How to Make Space Disappear: The (Vanta) Black Hole
The Phenomenology of Colour
Celebrating light has always had much to do with its revelation of shapes and form.
Colour, temperature, hues, gradients, shadows. These coax the world into three dimensions and give real volume into what could otherwise remain flat shapes. Without them, everything might collapse and look like little more than thin lines sketched on paper.
It’s easy to see this in the works of the painters who understood it best. Rembrandt (1606-1669) used chiaroscuro to delineate bodies from darkness with sudden and dramatic flashes of contrasting light. Da Vinci (1452-1519) let those dark edges dissolve more softly through sfumato, so that flesh seemed to live and warm under the viewer’s gaze. J. M. W. Turner (1775-1851) is still admired foremost as a landscape artist, but it is hard to believe that what he was really painting was the landscape itself and not the atmosphere that held it together. Were his shifting gradients of sky and sea not, in truth, painting the light?
Mark Rothko (1903-1970) stacked rectangles of pure, saturated colour with indefinite boundaries that float against each other. He stained the canvas so that his brushstrokes rarely showed, yet one can still sense all of the streaks, patches, feathering and under-layers. The hues, saturations and intensities of the colours are never quite uniform: the colours feel active and space-making in their own right. But Rothko always rejected the “colour field” label that was so often thrown onto his paintings, because only appreciating their colour relationships was “missing the point”. “I’m interested only in expressing basic human emotions - tragedy, ecstasy, doom, and so on,” he has said.

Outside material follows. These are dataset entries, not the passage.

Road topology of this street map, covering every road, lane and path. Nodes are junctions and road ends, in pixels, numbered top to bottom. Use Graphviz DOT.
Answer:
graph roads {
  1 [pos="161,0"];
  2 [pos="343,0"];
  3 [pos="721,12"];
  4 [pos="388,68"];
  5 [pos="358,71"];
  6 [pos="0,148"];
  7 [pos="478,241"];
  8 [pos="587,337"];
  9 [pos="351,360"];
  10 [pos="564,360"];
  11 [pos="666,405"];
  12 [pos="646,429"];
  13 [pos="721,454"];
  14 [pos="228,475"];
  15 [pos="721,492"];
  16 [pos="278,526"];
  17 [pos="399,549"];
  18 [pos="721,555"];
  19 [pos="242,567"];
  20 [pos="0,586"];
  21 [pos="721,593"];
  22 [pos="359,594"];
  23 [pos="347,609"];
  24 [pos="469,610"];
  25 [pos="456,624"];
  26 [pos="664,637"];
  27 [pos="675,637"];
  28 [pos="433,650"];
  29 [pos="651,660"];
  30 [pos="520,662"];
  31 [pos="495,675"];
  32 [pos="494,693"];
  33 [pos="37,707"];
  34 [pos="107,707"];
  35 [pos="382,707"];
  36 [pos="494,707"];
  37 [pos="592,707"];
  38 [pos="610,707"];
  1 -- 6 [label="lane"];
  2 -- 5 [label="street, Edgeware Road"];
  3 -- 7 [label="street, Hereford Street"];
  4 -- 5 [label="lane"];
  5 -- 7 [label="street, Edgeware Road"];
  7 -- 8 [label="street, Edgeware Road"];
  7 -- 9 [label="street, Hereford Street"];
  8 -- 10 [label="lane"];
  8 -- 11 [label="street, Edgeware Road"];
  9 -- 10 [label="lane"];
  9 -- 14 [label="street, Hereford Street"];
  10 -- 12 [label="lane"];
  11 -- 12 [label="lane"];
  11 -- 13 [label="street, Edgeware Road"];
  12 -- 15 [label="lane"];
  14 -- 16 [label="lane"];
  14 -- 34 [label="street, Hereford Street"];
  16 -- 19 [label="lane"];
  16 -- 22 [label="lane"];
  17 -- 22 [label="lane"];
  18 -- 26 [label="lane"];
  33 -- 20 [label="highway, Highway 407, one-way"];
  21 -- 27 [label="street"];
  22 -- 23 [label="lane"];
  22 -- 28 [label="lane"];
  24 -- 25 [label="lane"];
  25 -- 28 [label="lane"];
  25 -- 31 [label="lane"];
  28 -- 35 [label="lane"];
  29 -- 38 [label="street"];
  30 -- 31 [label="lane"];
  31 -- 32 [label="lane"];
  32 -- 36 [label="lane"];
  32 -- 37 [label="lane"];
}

Rothko’s Seagram Murals at the Foundation Louis Vuitton (2003-2004)
Image Credit: Wikimedia Commons
“From a distance a Rothko painting can be pleasing and even pretty. If you walk up to it, you may find yourself lost in a smear of colors. If you step too close to a Rothko, you may find yourself inside it.” (James Elkins, 2024)
Light and colour make space. If so, then what happens in the absence of light?
In In Praise of Shadows, the author Jun'ichirō Tanizaki (1886-1965) wrote that even shadow - cast behind an object as it blocks the path of light - is neither emptiness nor blackness. It is its own subtle hue and depth. His reflections certainly offer a different way of seeing: a phenomenological reading that is rooted in the beauty and aesthetics of darkness, rather than the pure material or technical construction of a space. It is a cultural lens, yes, yet it still feels deeply valid.
Tanizaki’s observations opened the door for me to other ways of thinking about the phenomenologies of light. Juhani Pallasma (1936-) has written of this with a lot of care: how reflected light and colour act as mediators between the body and the world around it. How the slow shift from dawn to dusk tunes our inner circadian clocks and gives rhythm to our days, our lives. Colour, in this sense, is not decoration for the eye alone. It is time and it is orientation inside the larger order of things in our universe.
As an architect, I am constantly struck by the ways we know how to move through the spaces we construct without thinking, because light and colour keep telling us in their constant language where edges begin and end. Where surfaces recede and protrude. We feel present and maybe grounded even in a place because of all these small cues that colour and shadow give us, cues we might not even notice until, one day, they are gone.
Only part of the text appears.